The following documents are filed as exhibits to this Form 40-F:

Exhibit
Number                  Document
- ------                  --------

     1.                 Management's Discussion and Analysis for the year
                        ended 31st December 2002 (incorporated by reference
                        to Exhibit 10.1 of the Registrant's Report on Form
                        6-K filed on 3rd April 2003).

     2.                 Audited Consolidated Financial Statements for the
                        years ended 31st December 2002, 2001 and 2000
                        (incorporated by reference to Exhibit 10.1 of the
                        Registrant's Report on Form 6-K filed on 4th April
                        2003).

     3.                 Consent of Auditors.

     4.                 Section 906 certification of Ray Miles, CEO of
                        Registrant, and Ian Webber, CFO of Registrant.




                                      60


                                                                     Exhibit 3

                        CONSENT OF INDEPENDENT ACCOUNTS




We hereby consent to the use in this Annual Report on Form 40-F of CP Ships
Limited of our Auditor's Report dated 6th March 2003 and our Notice to US
readers dated 6th March 2003 relating to the consolidated financial
statements, which appear in the Annual Report to Shareholders.
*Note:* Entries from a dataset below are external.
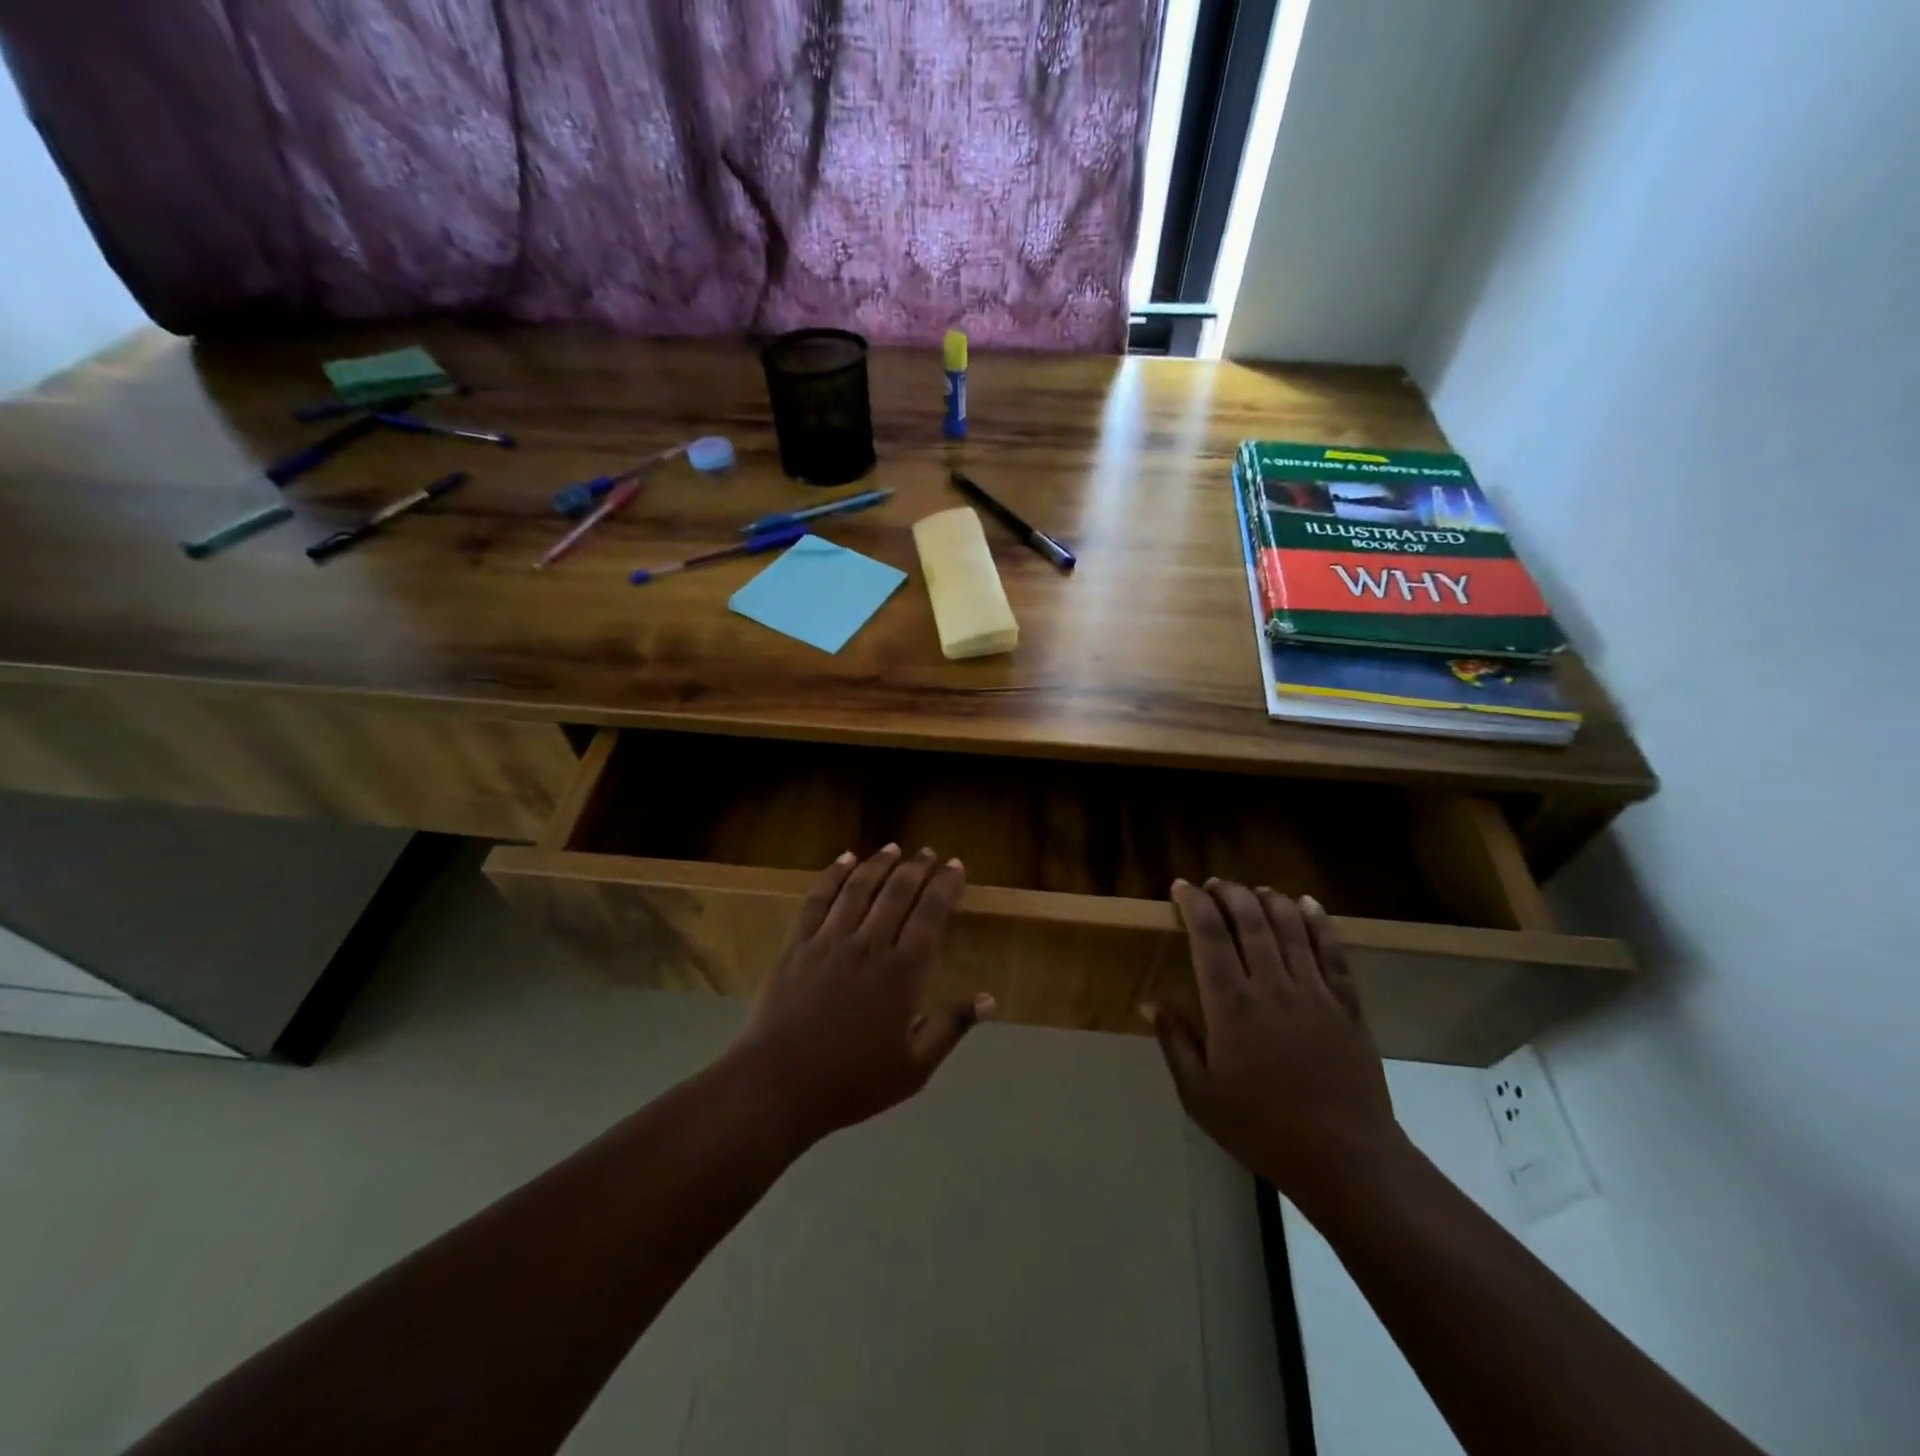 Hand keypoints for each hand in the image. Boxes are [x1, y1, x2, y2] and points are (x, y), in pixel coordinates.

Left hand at [725, 845, 993, 1146]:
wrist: (779, 1085)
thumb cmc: (852, 1081)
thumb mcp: (914, 1067)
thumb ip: (951, 1027)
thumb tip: (991, 1000)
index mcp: (903, 973)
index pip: (931, 914)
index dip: (945, 885)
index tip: (955, 866)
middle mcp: (869, 945)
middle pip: (897, 892)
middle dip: (917, 867)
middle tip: (928, 852)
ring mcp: (829, 941)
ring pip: (859, 888)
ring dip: (879, 863)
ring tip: (893, 848)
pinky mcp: (798, 944)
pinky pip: (818, 899)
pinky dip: (833, 875)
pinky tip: (844, 860)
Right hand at [1148, 879, 1404, 1207]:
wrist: (1345, 1158)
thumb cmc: (1261, 1127)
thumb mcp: (1199, 1094)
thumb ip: (1174, 1041)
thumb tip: (1150, 1000)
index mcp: (1230, 1005)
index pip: (1208, 935)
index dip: (1193, 904)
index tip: (1181, 887)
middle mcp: (1271, 986)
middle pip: (1250, 920)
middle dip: (1229, 893)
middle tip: (1215, 884)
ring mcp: (1314, 992)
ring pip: (1291, 927)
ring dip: (1269, 899)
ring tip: (1254, 890)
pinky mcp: (1347, 1004)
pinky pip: (1333, 951)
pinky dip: (1319, 921)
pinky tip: (1308, 904)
/s/ PricewaterhouseCoopers LLP
- --------------------------------------
PricewaterhouseCoopers LLP
Chartered Accountants
Toronto, Ontario, Canada
6th March 2003



                                      61



                                                                     Exhibit 4

               CERTIFICATION PURSUANT TO 18 U.S.C. SECTION 1350,
                                 AS ENACTED BY
                 SECTION 906 OF THE SARBANES-OXLEY ACT OF 2002

In connection with the Annual Report on Form 40-F of CP Ships Limited (the
"Company") for the period ended 31st December 2002 as filed with the
Securities and Exchange Commission on the date hereof (the "Report"), we, Ray
Miles, the Chief Executive Officer, and Ian Webber, the Chief Financial
Officer of the Company, certify, pursuant to 18 U.S.C. Section 1350, that:

     (1)  The Report fully complies with the requirements of section 13(a) or
          15(d) of the Securities Exchange Act of 1934; and

     (2)  The information contained in the Report fairly presents, in all
          material respects, the financial condition and result of operations
          of the Company.

                                            /s/ Ray Miles
                                            ----------------------------
                                            Ray Miles
                                            Chief Executive Officer

                                            /s/ Ian Webber
                                            ----------------------------
                                            Ian Webber
                                            Chief Financial Officer

Date:    4th April 2003

A signed original of this written statement required by Section 906 has been
provided to CP Ships Limited and will be retained by CP Ships Limited and
furnished to the Securities and Exchange Commission or its staff upon request.